What to work on: Report back every line from the entries below in which the word "Masini" occurs.

===== Information =====

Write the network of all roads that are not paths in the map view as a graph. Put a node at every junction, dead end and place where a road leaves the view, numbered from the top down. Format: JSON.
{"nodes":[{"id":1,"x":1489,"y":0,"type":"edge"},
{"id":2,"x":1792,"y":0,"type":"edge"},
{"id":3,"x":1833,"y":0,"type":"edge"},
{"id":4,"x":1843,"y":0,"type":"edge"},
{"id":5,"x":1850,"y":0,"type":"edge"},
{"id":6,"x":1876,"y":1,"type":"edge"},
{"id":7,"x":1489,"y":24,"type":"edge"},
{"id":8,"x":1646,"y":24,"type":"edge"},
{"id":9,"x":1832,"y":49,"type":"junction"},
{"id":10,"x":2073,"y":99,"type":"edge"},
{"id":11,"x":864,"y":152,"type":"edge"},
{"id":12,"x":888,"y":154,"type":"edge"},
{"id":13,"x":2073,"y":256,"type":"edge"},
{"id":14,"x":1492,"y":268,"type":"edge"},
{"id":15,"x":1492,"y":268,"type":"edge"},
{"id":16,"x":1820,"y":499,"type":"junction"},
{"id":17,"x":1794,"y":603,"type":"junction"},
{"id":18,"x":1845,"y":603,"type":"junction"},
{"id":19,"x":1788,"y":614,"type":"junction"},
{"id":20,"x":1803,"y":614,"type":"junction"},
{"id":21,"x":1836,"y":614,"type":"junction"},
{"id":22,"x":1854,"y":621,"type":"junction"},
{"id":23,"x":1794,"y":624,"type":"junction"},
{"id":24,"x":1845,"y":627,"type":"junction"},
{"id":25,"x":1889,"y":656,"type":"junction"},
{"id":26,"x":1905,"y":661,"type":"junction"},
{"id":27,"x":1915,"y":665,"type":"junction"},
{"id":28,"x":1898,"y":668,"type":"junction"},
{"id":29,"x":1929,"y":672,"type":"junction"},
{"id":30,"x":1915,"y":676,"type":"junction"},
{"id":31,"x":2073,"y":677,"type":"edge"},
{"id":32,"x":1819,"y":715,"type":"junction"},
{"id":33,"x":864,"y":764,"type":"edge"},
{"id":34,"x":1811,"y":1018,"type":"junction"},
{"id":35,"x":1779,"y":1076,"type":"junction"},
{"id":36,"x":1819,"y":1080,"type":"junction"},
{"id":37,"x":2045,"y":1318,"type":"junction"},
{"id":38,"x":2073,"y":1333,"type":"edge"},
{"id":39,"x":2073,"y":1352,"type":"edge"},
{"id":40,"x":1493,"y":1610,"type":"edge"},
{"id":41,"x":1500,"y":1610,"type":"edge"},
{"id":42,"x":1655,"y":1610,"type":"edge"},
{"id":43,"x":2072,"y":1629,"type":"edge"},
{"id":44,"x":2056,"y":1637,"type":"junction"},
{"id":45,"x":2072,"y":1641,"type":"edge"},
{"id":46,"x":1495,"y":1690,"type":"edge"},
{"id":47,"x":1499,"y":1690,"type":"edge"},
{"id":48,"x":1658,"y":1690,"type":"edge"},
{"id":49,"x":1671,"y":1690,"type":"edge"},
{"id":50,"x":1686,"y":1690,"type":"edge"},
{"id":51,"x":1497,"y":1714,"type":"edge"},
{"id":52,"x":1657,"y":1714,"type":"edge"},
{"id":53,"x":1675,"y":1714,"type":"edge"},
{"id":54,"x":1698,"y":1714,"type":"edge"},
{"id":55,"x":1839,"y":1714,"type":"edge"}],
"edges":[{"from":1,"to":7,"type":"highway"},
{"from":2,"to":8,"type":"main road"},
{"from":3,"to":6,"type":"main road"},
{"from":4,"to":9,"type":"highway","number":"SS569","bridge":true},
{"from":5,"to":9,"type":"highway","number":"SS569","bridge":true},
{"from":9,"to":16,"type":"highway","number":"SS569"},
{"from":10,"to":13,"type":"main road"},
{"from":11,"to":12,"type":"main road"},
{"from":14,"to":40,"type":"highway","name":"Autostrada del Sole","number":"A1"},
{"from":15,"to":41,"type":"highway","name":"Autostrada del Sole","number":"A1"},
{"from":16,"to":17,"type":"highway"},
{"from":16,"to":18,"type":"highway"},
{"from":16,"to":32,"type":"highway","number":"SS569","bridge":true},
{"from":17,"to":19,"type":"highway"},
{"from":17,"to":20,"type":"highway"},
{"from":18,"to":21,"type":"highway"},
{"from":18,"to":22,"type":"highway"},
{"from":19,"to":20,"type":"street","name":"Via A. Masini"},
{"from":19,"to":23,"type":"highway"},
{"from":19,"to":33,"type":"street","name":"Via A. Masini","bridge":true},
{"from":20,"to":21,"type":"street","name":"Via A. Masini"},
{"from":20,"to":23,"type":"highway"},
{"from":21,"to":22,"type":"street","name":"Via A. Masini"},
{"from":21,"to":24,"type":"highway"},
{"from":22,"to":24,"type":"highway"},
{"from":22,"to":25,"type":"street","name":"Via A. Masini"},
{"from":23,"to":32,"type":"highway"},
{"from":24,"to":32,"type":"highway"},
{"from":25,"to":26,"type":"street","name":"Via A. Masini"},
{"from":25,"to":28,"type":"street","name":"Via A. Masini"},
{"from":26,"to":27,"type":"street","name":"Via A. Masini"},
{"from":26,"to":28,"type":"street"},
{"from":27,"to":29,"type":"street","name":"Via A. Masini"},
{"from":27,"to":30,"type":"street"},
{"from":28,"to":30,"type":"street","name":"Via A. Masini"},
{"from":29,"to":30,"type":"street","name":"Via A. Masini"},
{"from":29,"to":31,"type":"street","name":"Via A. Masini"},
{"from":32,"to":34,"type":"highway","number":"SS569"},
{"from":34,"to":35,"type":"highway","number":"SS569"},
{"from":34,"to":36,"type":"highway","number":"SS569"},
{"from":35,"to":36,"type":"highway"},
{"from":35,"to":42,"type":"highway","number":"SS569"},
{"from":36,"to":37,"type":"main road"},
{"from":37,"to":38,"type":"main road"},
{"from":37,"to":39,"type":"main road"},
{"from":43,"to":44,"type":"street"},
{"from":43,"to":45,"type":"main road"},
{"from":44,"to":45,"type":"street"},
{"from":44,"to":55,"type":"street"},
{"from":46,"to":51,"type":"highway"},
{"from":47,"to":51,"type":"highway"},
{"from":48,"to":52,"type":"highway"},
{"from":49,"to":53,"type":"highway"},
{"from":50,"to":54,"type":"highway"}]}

=====

Task answer:
{"from":19,"to":20,"type":"street","name":"Via A. Masini"},
{"from":19,"to":33,"type":"street","name":"Via A. Masini","bridge":true},
{"from":20,"to":21,"type":"street","name":"Via A. Masini"},
{"from":21,"to":22,"type":"street","name":"Via A. Masini"},
{"from":22,"to":25,"type":"street","name":"Via A. Masini"},
{"from":25,"to":26,"type":"street","name":"Via A. Masini"},
{"from":25,"to":28,"type":"street","name":"Via A. Masini"},
{"from":26,"to":27,"type":"street","name":"Via A. Masini"},
{"from":27,"to":29,"type":"street","name":"Via A. Masini"},
{"from":28,"to":30,"type":"street","name":"Via A. Masini"},
{"from":29,"to":30,"type":"street","name":"Via A. Masini"},
{"from":29,"to":31,"type":"street","name":"Via A. Masini"},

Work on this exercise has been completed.